I am interested in analyzing the blog posted on Towards Data Science (TDS) Medium publication from 2018 to 2022. To retrieve the articles dated during a specific period, we need to understand the URL's date format. For example, to access all TDS posts from February 22, 2022 we use: towardsdatascience.com/archive/2022/02/22
.
Towards Data Science's earliest publications date back to 2010, with monthly publication grouping commencing in 2015. During the first couple of years, certain months had no published articles.
Since numerous posts are behind Medium's paywall, I only extract publicly accessible information, including the title and subtitle, along with specific metadata.

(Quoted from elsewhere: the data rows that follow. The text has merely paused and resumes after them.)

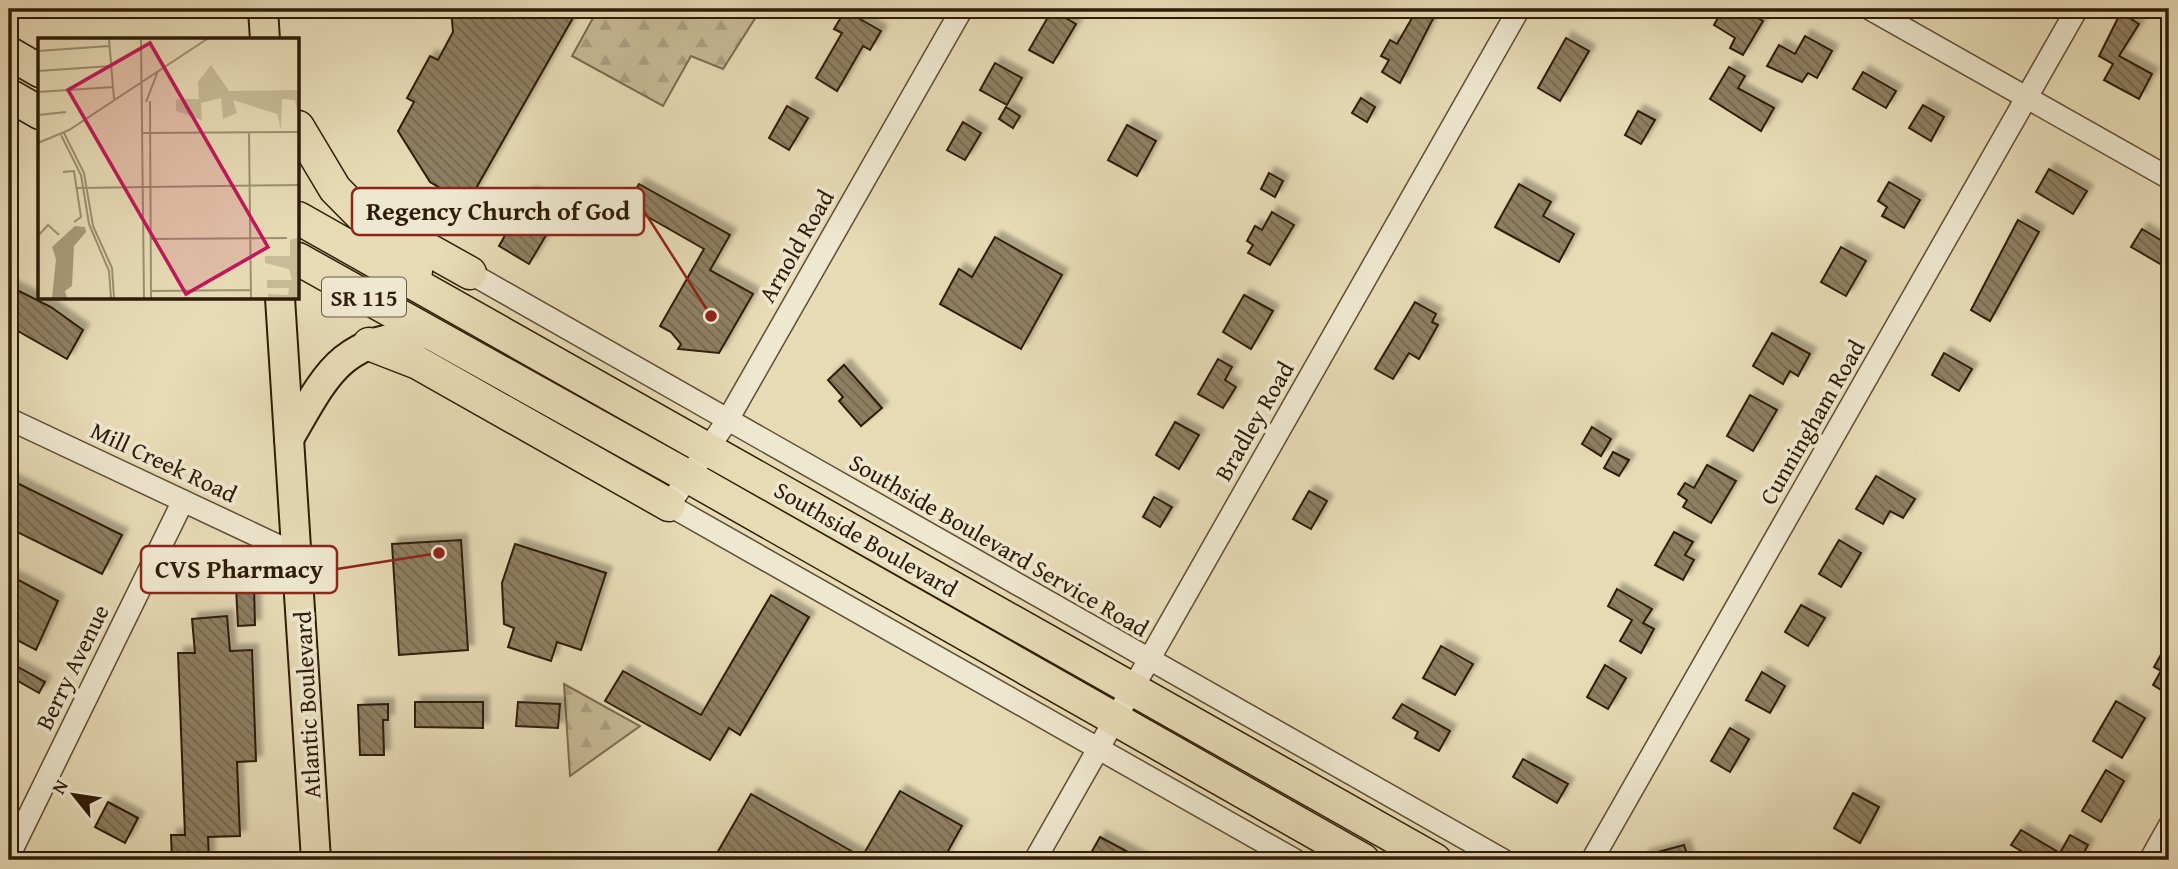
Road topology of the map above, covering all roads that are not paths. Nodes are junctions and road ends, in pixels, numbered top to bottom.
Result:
1 (263, 9) edge
2 (962, 9) edge
3 (1519, 9) edge
4 (1870, 9) edge
5 (2077, 9) edge
6 (265, 38) edge
7 (9, 53) edge
8 (38, 70) edge
9 (9, 95) edge
10 (2027, 96) junction
11 (38, 112) edge
12 (299, 129) edge
13 (2169, 178) edge
14 (335, 189) junction
15 (299, 219) edge
16 (299, 261) edge
17 (470, 273) joint
18 (280, 299) edge
19 (454, 306) junction
20 (430, 334) junction
21 (369, 344) junction
22 (10, 421) edge
23 (727, 421) junction
24 (289, 439) junction
25 (708, 449) junction
26 (689, 477) junction
27 (183, 500) junction
28 (669, 505) junction
29 (296, 554) junction
30 (1148, 660) junction
31 (1132, 690) junction
32 (1115, 719) junction
33 (1098, 748) junction
34 (2169, 826) edge
35 (9, 856) edge
36 (316, 860) edge
37 (1035, 860) edge
38 (1295, 860) edge
39 (1363, 860) edge
40 (1435, 860) edge
41 (1503, 860) edge
42 (1592, 860) edge
43 (2150, 860) edge

1 - 6 main road
2 - 23 street, Arnold Road
3 - 30 street, Bradley Road
4 - 10 street
5 - 10 street, Cunningham Road
7 - 8 highway
9 - 11 highway
10 - 13 street
10 - 42 street, Cunningham Road
12 - 14 highway
14 - 17 highway
14 - 19 highway
15 - 19 highway, Southside Boulevard
16 - 20 highway, Southside Boulevard / SR 115
17 - 23 street, Southside Boulevard Service Road
18 - 24 main road, Atlantic Boulevard
19 - 25 highway, Southside Boulevard
20 - 21 main road
20 - 26 highway, Southside Boulevard
21 - 24 main road
21 - 28 highway
22 - 27 street, Mill Creek Road
23 - 25 street, Arnold Road
23 - 30 street, Southside Boulevard Service Road
24 - 29 main road, Atlantic Boulevard
25 - 26 street, Arnold Road
25 - 31 highway, Southside Boulevard
26 - 28 street, Arnold Road
26 - 32 highway, Southside Boulevard
27 - 29 street, Mill Creek Road
27 - 35 street, Berry Avenue
28 - 33 street
29 - 36 main road, Atlantic Boulevard
30 - 31 street, Bradley Road
30 - 41 street, Southside Boulevard Service Road
31 - 32 street, Bradley Road
31 - 40 highway, Southside Boulevard
32 - 33 street, Bradley Road
32 - 39 highway, Southside Boulevard
33 - 37 street, Bradley Road
33 - 38 street
34 - 43 street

My methodology entails using a Selenium webdriver
to retrieve data from the website and BeautifulSoup
to extract the pertinent information while cleaning it up. The webdriver navigates through each daily list, saving the articles in monthly chunks. We combine these csv files into one by utilizing the glob
library in Python.
📘 The Jupyter notebook containing the code for these procedures: 1.dataCollection.
💡Challenges💡
Retrieving the entire dataset is a slow process that takes several hours. We address this challenge by writing functions that retrieve only one month at a time.
The data collected appears to be quite clean in its current state and can be easily prepared for analysis using Pandas with just a few steps. Below is a raw data entry:
The data consists of more than 52,000 blogs authored by 12,000 writers during the time period spanning January 2018 to December 2022.
To make the data more manageable, the following steps were taken:
- The 'author_url' column was dropped.
- Duplicate titles were removed.
- Dates, claps, responses, and reading time were parsed.
- Article and story identifiers were extracted.
- A combined text field containing the title and subtitle was created.
As a result of these steps, the entries now appear as follows:
During my initial data exploration, I was particularly interested in the reading time of blog posts, as I personally prefer articles under 10 minutes long. I discovered that the average reading time is approximately 7 minutes, and 75% of the blogs have a reading time of less than 9 minutes. While there are longer posts, with 134 blogs exceeding 30 minutes in length, the longest post has a reading time of 97 minutes. I was surprised to find a podcast created by an user, and the 60 podcasts account for some of the longer reading times.
In addition to reading time, another numerical attribute of interest is the number of claps received by each article, although this is a subjective metric that can be affected by factors such as the age of the article. Interestingly, there were no blog posts with 10,000 claps or more in the years 2021-2022. The most highly clapped article dates back to 2018, titled Why so many data scientists are leaving their jobs and received an impressive 52,000 claps and 307 responses.
Despite this, it appears that people generally do not interact with blog writers very often, with 75% of articles receiving two or fewer responses. Only 467 posts received more than 20 responses, while half of the posts received no responses at all.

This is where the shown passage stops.